[Records for processing]

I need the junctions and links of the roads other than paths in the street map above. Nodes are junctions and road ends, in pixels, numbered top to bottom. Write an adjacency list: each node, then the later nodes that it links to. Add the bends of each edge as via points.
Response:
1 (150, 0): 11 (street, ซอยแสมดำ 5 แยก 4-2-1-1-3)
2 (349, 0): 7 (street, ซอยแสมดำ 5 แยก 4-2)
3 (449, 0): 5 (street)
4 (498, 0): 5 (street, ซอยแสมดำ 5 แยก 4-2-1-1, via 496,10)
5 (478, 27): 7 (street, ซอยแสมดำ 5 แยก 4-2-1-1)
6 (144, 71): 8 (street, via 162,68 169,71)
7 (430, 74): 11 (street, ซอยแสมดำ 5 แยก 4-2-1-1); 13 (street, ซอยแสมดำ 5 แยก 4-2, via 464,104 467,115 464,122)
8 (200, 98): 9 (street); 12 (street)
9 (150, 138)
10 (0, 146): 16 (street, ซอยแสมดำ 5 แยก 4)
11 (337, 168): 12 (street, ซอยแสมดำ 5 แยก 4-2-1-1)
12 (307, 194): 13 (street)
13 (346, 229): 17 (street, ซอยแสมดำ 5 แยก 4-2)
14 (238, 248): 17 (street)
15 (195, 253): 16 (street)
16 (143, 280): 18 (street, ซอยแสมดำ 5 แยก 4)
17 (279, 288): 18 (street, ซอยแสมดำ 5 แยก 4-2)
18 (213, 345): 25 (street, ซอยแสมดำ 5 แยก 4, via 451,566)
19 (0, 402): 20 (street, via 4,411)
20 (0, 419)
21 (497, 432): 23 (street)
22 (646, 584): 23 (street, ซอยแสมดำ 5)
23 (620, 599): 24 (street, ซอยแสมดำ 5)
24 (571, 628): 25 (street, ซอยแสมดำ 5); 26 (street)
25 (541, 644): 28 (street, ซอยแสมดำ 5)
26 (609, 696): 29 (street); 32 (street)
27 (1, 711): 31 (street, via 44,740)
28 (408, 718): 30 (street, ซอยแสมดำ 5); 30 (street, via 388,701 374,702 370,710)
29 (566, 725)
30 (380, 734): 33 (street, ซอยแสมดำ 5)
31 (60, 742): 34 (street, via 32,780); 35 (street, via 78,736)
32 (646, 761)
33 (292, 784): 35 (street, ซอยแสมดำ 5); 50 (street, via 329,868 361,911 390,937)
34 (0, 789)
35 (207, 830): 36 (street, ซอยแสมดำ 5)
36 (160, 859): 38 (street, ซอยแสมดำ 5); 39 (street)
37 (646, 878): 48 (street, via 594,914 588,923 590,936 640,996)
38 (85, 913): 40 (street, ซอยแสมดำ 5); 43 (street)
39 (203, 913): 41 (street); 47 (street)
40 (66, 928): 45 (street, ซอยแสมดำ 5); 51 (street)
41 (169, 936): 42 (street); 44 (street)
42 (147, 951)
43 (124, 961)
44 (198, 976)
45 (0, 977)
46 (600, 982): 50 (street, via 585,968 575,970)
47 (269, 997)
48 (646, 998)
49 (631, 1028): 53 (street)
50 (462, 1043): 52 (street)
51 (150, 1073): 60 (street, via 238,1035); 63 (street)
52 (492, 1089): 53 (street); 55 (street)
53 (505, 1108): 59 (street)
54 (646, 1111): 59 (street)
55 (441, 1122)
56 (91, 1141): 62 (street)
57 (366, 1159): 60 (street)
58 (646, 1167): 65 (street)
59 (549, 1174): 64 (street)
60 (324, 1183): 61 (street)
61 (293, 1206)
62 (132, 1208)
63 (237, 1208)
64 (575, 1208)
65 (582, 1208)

[/Records for processing]

Reproduce each record exactly as it appears.

I need the junctions and links of the roads other than paths in the street map above. Nodes are junctions and road ends, in pixels, numbered top to bottom. Write an adjacency list: each node, then the later nodes that it links to. Add the bends of each edge as via points.
Response:
1 (150, 0): 11 (street, ซอยแสมดำ 5 แยก 4-2-1-1-3)
2 (349, 0): 7 (street, ซอยแสมดำ 5 แยก 4-2)
3 (449, 0): 5 (street)
4 (498, 0): 5 (street, ซอยแสมดำ 5 แยก 4-2-1-1, via 496,10)
5 (478, 27): 7 (street, ซอยแสมดำ 5 แยก 4-2-1-1)
6 (144, 71): 8 (street, via 162,68 169,71)
7 (430, 74): 11 (street, ซอยแสมดำ 5 แยก 4-2-1-1); 13 (street, ซอยแสมดำ 5 แยก 4-2, via 464,104 467,115 464,122)
8 (200, 98): 9 (street); 12 (street)
9 (150, 138)
10 (0, 146): 16 (street, ซอยแสมดำ 5 แยก 4)
11 (337, 168): 12 (street, ซอยแสมดำ 5 แยก 4-2-1-1)
12 (307, 194): 13 (street)
13 (346, 229): 17 (street, ซอยแสมดำ 5 แยก 4-2)
14 (238, 248): 17 (street)
15 (195, 253): 16 (street)
16 (143, 280): 18 (street, ซอยแสมดำ 5 แยก 4)
17 (279, 288): 18 (street, ซอยแสมดำ 5 แยก 4-2)
18 (213, 345): 25 (street, ซอยแสมดำ 5 แยก 4, via 451,566)
19 (0, 402): 20 (street, via 4,411)
20 (0, 419)
21 (497, 432): 23 (street)
22 (646, 584): 23 (street, ซอยแสมดำ 5)
23 (620, 599): 24 (street, ซอยแสมดำ 5)
24 (571, 628): 25 (street, ซอยแสมดำ 5); 26 (street)
25 (541, 644): 28 (street, ซอยแสมดำ 5)
26 (609, 696): 29 (street); 32 (street)
27 (1, 711): 31 (street, via 44,740)
28 (408, 718): 30 (street, ซอยแสมดำ 5); 30 (street, via 388,701 374,702 370,710)
29 (566, 725)
30 (380, 734): 33 (street, ซอยแสมดำ 5)
31 (60, 742): 34 (street, via 32,780); 35 (street, via 78,736)
32 (646, 761)
33 (292, 784): 35 (street, ซอยแสมดำ 5); 50 (street, via 329,868 361,911 390,937)
34 (0, 789)
35 (207, 830): 36 (street, ซอยแสมดำ 5)
36 (160, 859): 38 (street, ซอยแสมดำ 5); 39 (street)
37 (646, 878): 48 (street, via 594,914 588,923 590,936 640,996)
38 (85, 913): 40 (street, ซอยแสมดำ 5); 43 (street)
39 (203, 913): 41 (street); 47 (street)
40 (66, 928): 45 (street, ซอยแสมดำ 5); 51 (street)
41 (169, 936): 42 (street); 44 (street)
42 (147, 951)
43 (124, 961)
44 (198, 976)
45 (0, 977)
46 (600, 982): 50 (street, via 585,968 575,970)
47 (269, 997)
48 (646, 998)
49 (631, 1028): 53 (street)
50 (462, 1043): 52 (street)
51 (150, 1073): 60 (street, via 238,1035); 63 (street)
52 (492, 1089): 53 (street); 55 (street)
53 (505, 1108): 59 (street)
54 (646, 1111): 59 (street)
55 (441, 1122)
56 (91, 1141): 62 (street)
57 (366, 1159): 60 (street)
58 (646, 1167): 65 (street)
59 (549, 1174): 64 (street)
60 (324, 1183): 61 (street)
61 (293, 1206)
62 (132, 1208)
63 (237, 1208)
64 (575, 1208)
65 (582, 1208)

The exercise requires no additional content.